--- Data shown Enclosed Below ---

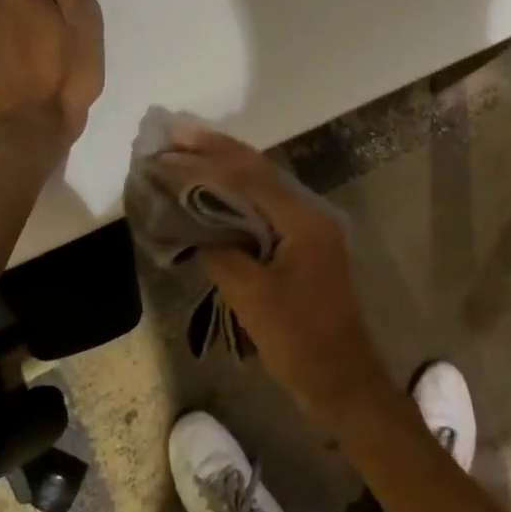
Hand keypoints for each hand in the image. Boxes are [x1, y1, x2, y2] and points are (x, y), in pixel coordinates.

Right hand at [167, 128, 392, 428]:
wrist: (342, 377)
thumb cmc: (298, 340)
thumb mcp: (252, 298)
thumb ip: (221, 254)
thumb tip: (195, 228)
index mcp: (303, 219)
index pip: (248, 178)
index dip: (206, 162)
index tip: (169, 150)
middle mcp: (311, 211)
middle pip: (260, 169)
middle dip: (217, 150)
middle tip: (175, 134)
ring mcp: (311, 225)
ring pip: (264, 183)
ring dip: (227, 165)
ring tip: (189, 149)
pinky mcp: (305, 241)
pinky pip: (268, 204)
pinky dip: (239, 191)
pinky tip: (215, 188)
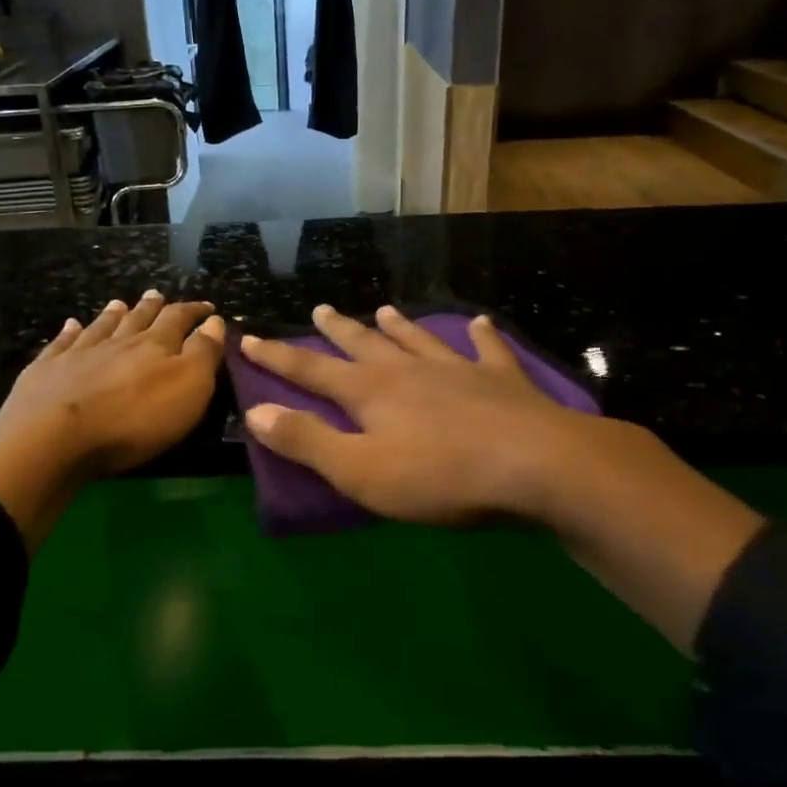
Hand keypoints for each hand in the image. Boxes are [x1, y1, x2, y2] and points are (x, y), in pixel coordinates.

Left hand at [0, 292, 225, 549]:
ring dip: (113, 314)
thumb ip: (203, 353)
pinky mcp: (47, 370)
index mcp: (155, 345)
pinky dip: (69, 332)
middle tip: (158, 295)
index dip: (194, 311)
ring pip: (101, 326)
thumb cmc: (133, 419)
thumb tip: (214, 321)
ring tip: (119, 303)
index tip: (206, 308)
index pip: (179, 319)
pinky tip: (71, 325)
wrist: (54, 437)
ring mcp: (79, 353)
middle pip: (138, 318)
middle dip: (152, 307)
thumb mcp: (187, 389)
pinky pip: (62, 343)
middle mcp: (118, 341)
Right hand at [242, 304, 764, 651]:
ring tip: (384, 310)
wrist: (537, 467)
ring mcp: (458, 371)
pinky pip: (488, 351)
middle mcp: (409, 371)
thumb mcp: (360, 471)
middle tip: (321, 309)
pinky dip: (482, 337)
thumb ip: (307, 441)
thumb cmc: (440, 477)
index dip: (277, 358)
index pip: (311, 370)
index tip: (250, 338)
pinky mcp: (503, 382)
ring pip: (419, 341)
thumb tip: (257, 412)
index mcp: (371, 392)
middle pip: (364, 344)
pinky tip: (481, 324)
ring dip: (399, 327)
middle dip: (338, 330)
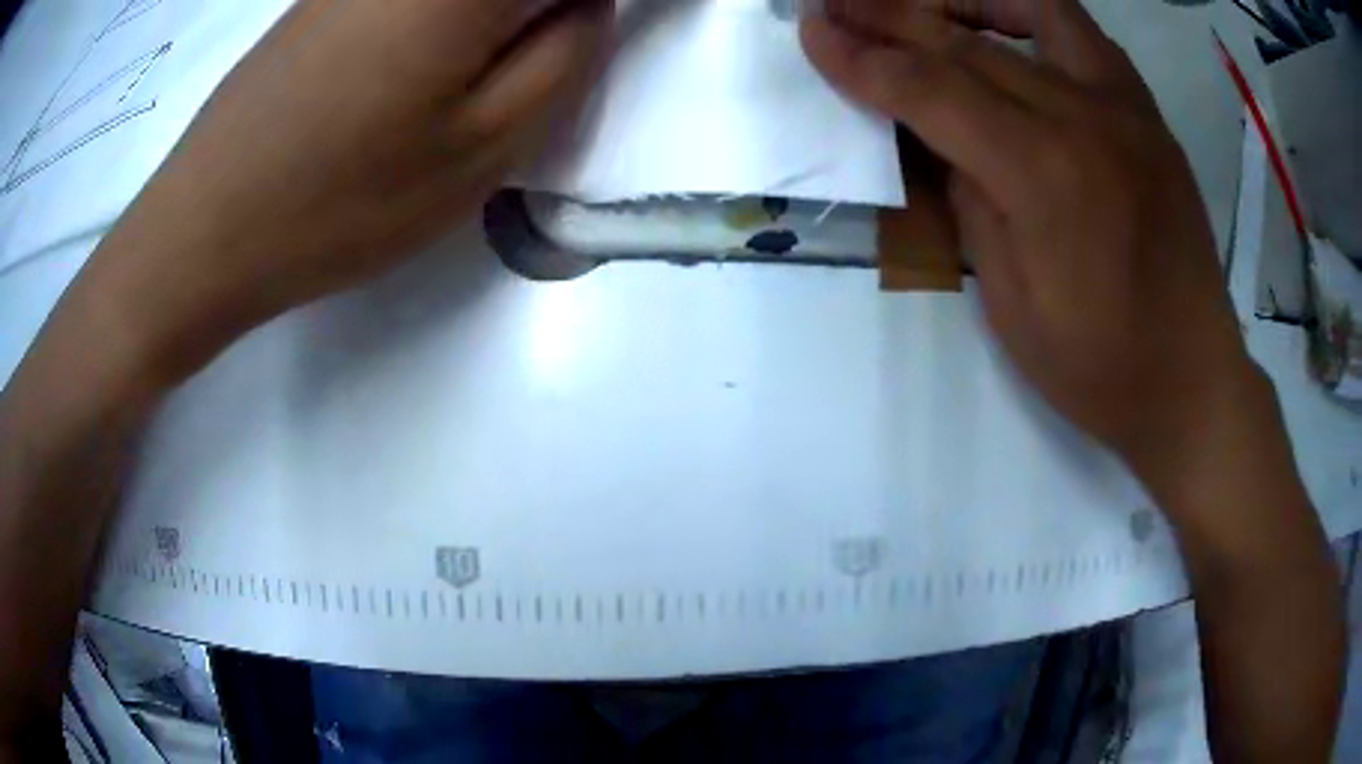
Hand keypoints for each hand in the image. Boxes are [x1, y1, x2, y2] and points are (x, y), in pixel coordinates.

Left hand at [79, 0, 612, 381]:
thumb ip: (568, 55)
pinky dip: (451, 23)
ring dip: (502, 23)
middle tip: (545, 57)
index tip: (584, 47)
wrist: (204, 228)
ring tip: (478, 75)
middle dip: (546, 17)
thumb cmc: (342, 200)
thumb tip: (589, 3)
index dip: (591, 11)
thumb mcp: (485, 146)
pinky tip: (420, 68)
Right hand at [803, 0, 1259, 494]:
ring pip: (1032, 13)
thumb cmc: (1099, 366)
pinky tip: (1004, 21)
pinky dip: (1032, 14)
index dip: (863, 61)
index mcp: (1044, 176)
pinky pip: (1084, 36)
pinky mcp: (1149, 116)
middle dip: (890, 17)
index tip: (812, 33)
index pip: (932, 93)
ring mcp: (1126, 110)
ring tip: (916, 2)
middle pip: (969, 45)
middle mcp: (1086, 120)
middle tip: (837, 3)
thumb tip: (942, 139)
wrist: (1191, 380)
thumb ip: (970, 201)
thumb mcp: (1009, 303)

--- End of Enclosed Data shown ---
--- Data shown Enclosed Below ---

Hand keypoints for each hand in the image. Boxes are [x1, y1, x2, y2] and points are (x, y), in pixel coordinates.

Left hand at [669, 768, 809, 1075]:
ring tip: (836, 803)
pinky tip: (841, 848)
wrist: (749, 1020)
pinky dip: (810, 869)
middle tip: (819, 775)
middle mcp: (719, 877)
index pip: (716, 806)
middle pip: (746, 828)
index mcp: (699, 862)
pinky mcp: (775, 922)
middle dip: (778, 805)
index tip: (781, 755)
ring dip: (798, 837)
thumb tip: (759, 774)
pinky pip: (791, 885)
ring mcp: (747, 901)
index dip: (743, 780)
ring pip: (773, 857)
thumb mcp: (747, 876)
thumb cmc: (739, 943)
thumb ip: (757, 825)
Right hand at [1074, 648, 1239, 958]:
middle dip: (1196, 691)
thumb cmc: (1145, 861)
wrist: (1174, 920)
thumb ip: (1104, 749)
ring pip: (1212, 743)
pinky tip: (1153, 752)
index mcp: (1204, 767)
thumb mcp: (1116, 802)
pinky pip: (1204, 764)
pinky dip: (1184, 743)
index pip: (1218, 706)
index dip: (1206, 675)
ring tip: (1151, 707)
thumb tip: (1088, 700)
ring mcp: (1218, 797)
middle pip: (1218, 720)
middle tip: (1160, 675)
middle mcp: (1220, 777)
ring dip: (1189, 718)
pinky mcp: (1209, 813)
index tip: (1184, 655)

--- End of Enclosed Data shown ---
--- Data shown Enclosed Below ---

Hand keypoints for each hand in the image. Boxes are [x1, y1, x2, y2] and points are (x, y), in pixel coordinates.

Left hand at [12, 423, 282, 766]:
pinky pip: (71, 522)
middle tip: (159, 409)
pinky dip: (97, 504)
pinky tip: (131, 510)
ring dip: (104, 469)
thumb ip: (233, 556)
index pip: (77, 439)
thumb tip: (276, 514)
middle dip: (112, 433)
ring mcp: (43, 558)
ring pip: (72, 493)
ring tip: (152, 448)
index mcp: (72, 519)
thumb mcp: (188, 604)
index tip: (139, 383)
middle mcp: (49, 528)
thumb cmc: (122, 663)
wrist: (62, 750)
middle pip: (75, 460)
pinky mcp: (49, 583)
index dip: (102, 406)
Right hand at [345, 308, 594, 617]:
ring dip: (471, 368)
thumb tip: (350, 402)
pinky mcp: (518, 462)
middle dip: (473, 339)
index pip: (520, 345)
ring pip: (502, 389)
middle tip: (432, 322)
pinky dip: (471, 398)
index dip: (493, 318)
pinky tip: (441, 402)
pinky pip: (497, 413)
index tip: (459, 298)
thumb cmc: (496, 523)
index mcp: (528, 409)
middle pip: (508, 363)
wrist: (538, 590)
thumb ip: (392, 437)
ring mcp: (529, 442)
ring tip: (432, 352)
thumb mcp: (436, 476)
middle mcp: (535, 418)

--- End of Enclosed Data shown ---

◆ Your assignment ◆
The answer should consist only of the lines above from the one with "ring pip: (101, 326)" through the one with "wrist: (1191, 380)", repeated exactly, with no pictures among them.

◆ Solution for this problem ◆
ring pip: (101, 326)
thumb cmc: (133, 419)
thumb tip: (214, 321)
ring tip: (119, 303)
index tip: (206, 308)
index pip: (179, 319)
pinky tip: (71, 325)
wrist: (54, 437)
ring mcp: (79, 353)
middle pip: (138, 318)
middle dip: (152, 307)
thumb mcp: (187, 389)
pinky pip: (62, 343)
middle mcp: (118, 341)
Right hand at [242, 304, 764, 651]:
ring tip: (384, 310)
wrist: (537, 467)
ring mcp: (458, 371)
pinky pip: (488, 351)
middle mcp: (409, 371)
thumb mcp: (360, 471)
middle tip: (321, 309)
pinky dip: (482, 337)
thumb ip: (307, 441)
thumb cmc: (440, 477)
index dip: (277, 358)
index pip: (311, 370)
index tip: (250, 338)
pinky mcp: (503, 382)
ring pip: (419, 341)
thumb tip: (257, 412)
index mcp: (371, 392)
middle pip: (364, 344)
pinky tip: (481, 324)
ring dip: (399, 327)
middle dip: (338, 330)
Hand keypoints for each hand in the image. Boxes are [x1, y1, x2, y2] and points are (x, y), in pixel coordinates.

Left hand at [79, 0, 612, 381]:
thumb ip: (568, 55)
pinky dip: (451, 23)
ring dip: (502, 23)
middle tip: (545, 57)
index tip: (584, 47)
wrist: (204, 228)
ring tip: (478, 75)
middle dip: (546, 17)
thumb cmc: (342, 200)
thumb tip: (589, 3)
index dip: (591, 11)
thumb mcp: (485, 146)
pinky tip: (420, 68)
Right hand at [803, 0, 1259, 494]:
ring pip: (1032, 13)
thumb cmc: (1099, 366)
pinky tip: (1004, 21)
pinky dip: (1032, 14)
index dip: (863, 61)
index mcp: (1044, 176)
pinky pip: (1084, 36)
pinky mcp: (1149, 116)
middle dip: (890, 17)
index tip: (812, 33)
index pip: (932, 93)
ring mcp: (1126, 110)
ring tip: (916, 2)
middle pip: (969, 45)
middle mcp: (1086, 120)
middle tip: (837, 3)
thumb tip: (942, 139)
wrist: (1191, 380)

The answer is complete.